Monday 4 July 2022 10:00 AM La Nina end DOESN'T mean rain end: why Great Wet is back, awful until SUMMER? ... trends now
Despite the official end of the La Nina weather pattern last week, relentless rain, flood warnings and evacuation orders have returned due to an east coast low.
'You could also call it a cloud bend because it was all linked,' said Weatherzone meteorologist Joel Pippard.
'This cloud went all the way up through Queensland and up to Papua New Guinea,' and there is not much sunshine to come in the coming weeks, or possibly months.
The latest flooding across NSW comes as some home owners are still recovering from multiple other recent inundations.
Mr Pippard said June's weather was mainly caused by an increase in westerly winds, which 'are usually quite dry, there aren't too many rain systems coming through that way.
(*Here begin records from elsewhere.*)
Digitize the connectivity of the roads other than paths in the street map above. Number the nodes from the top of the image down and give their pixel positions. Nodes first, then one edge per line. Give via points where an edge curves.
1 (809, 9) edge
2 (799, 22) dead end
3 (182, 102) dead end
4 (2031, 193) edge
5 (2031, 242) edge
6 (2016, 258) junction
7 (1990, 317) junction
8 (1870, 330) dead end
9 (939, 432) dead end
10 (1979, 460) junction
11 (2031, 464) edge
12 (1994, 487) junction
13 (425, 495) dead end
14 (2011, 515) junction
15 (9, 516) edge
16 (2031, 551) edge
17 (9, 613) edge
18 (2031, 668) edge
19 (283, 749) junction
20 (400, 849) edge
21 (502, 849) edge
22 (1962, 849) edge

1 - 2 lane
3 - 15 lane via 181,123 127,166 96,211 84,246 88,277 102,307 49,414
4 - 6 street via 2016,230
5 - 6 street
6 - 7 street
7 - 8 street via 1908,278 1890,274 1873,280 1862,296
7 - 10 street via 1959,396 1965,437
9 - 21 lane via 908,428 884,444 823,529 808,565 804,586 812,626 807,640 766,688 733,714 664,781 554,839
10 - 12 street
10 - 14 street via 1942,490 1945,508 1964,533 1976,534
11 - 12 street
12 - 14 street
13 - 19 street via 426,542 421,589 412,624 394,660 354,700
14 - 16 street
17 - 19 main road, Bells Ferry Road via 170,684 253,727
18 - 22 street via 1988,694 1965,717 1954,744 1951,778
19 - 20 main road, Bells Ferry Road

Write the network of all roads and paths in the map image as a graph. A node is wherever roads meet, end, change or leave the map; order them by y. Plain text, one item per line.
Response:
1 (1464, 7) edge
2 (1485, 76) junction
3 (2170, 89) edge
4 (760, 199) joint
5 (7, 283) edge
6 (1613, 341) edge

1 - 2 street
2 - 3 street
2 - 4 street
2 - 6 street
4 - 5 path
'So we started to see more cold fronts coming through, which is pretty normal over winter,' he told Daily Mail Australia.
What has brought the rain and devastation back 'is the winds have turned easterly again, so they're coming in off the ocean once again.
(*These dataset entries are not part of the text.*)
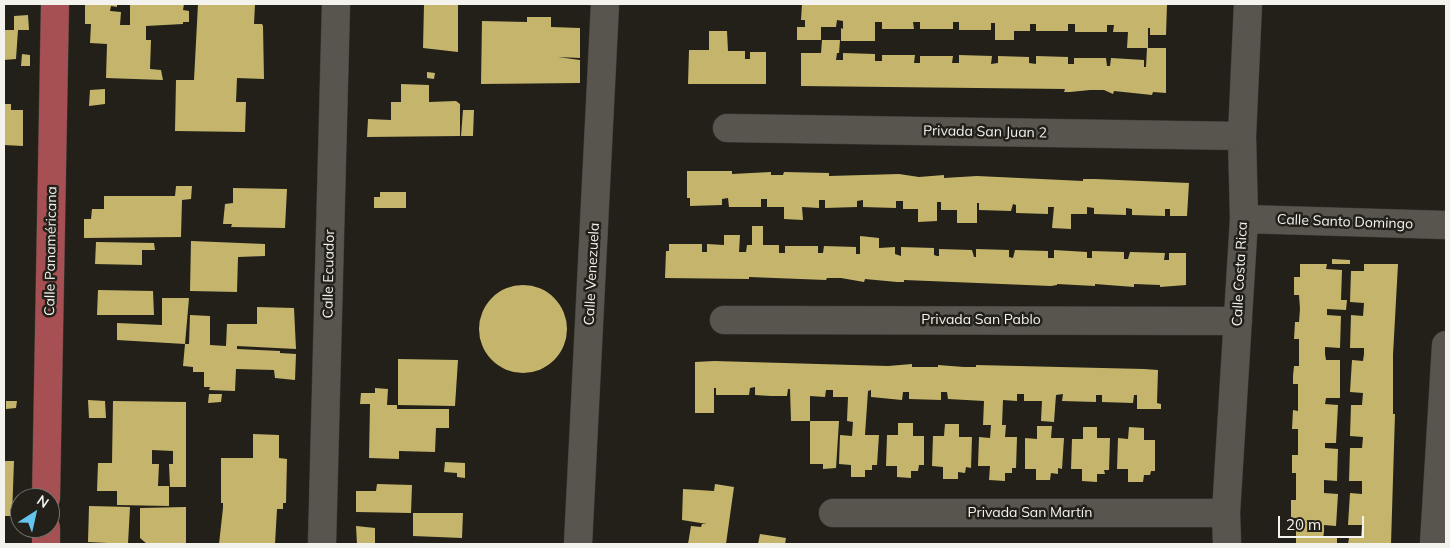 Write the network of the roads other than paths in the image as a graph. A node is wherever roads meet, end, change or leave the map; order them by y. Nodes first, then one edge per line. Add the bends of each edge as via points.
1 (55, 4) edge
2 (336, 4) edge
3 (605, 4) edge
4 (1248, 4) edge
5 (727, 128) dead end
6 (1242, 136) junction
7 (1244, 219) junction
8 (1446, 225) edge
9 (724, 320) dead end
10 (1238, 322) junction
11 (1446, 345) edge
12 (46, 488) edge
13 (833, 512) dead end
14 (1226, 513) junction
15 (322, 544) edge
16 (578, 544) edge
17 (1227, 544) edge
18 (1434, 544) edge

1 - 12 main road, Calle Panaméricana
2 - 15 street, Calle Ecuador
3 - 16 street, Calle Venezuela
4 - 6 street, Calle Costa Rica
5 - 6 street, Privada San Juan 2
6 - 7 street, Calle Costa Rica
7 - 8 street, Calle Santo Domingo
7 - 10 street, Calle Costa Rica
9 - 10 street, Privada San Pablo
10 - 14 street, Calle Costa Rica
11 - 18 street
13 - 14 street, Privada San Martín
14 - 17 street, Calle Costa Rica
A man is rescued from his car by State Emergency Service workers in Windsor on July 4, 2022 in Sydney, Australia
'If you think of all the peak weather events we've had so far this year, they've all been from the east and this one is no exception,' said Mr Pippard.
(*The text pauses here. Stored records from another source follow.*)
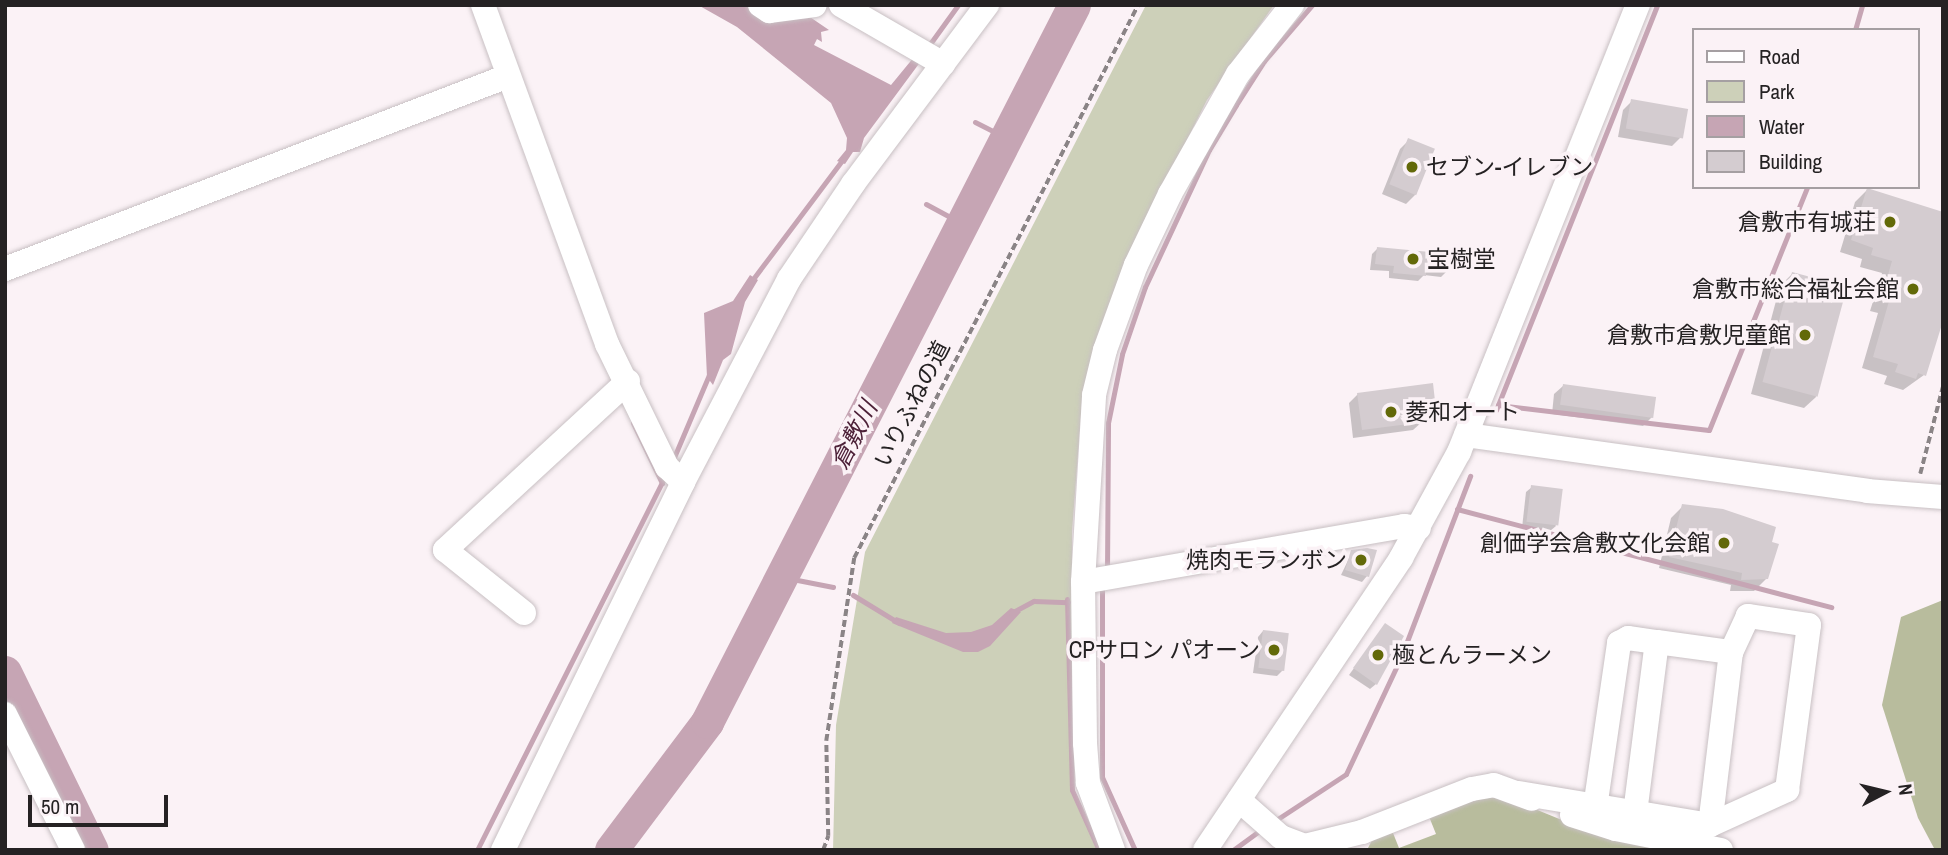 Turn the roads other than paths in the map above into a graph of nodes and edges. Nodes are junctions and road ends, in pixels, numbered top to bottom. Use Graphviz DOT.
graph roads {
  1 [pos="483,5"];
  2 [pos="760,5"];
  3 [pos="815,5"];
  4 [pos="841,5"];
  5 [pos="987,5"];
  6 [pos="1292,5"];
  7 [pos="1638,5"];
  8 [pos="929,56"];
  9 [pos="508,76"];
  10 [pos="5,269"];
  11 [pos="628,381"];
  12 [pos="1466,435"];
  13 [pos="674,474"];
  14 [pos="1943,498"];
  15 [pos="1419,528"];
  16 [pos="1095,581"];
  17 [pos="524,613"];
  18 [pos="1657,642"];
  19 [pos="1731,652"];
  20 [pos="5,714"];
  21 [pos="1518,793"];
  22 [pos="1239,800"];
  23 [pos="1596,801"];
  24 [pos="1635,813"];
  25 [pos="1710,825"];
  26 [pos="74,850"];
  27 [pos="503,850"];
  28 [pos="1113,850"];
  29 [pos="1205,850"];
  30 [pos="1721,850"];
  1 -- 9 [label="street"];
  2 -- 3 [label="street"];
  4 -- 8 [label="street"];
  5 -- 8 [label="street"];
  6 -- 16 [label="street"];
  7 -- 12 [label="street"];
  8 -- 13 [label="street"];
  9 -- 10 [label="street"];
  9 -- 11 [label="street"];
  11 -- 13 [label="street"];
  11 -- 17 [label="street"];
  12 -- 14 [label="street"];
  12 -- 15 [label="street"];
  13 -- 27 [label="street"];
  15 -- 16 [label="street"];
  15 -- 22 [label="street"];
  16 -- 28 [label="street"];
  18 -- 19 [label="street"];
  18 -- 23 [label="street"];
  18 -- 24 [label="street"];
  19 -- 25 [label="street"];
  19 -- 25 [label="street"];
  20 -- 26 [label="street"];
  21 -- 22 [label="street"];
  21 -- 24 [label="street"];
  21 -- 30 [label="street"];
  22 -- 29 [label="street"];
  24 -- 25 [label="street"];
}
The La Nina finally broke down last week. 'Usually it breaks down in March or April, so it got all the way to the end of June, which is very late.
'When you have that happening, you still have the residual effects of La Nina, which is the warm waters close to the east coast.'
Mr Pippard explained that that is the difference between a climate outlook and a weather event, and the rain is going to keep falling.
'They're is a chance we'll see a spot of sunshine on Wednesday and maybe on Saturday. But the next genuinely dry day could be next Monday,' he said.
'It seems fairly likely there will be showers for at least the coming week.'
For those hoping to get their sheets dried on a clothes line, Mr Pippard has bad news. 'Stick to the dryer, or do the best you can,' he said.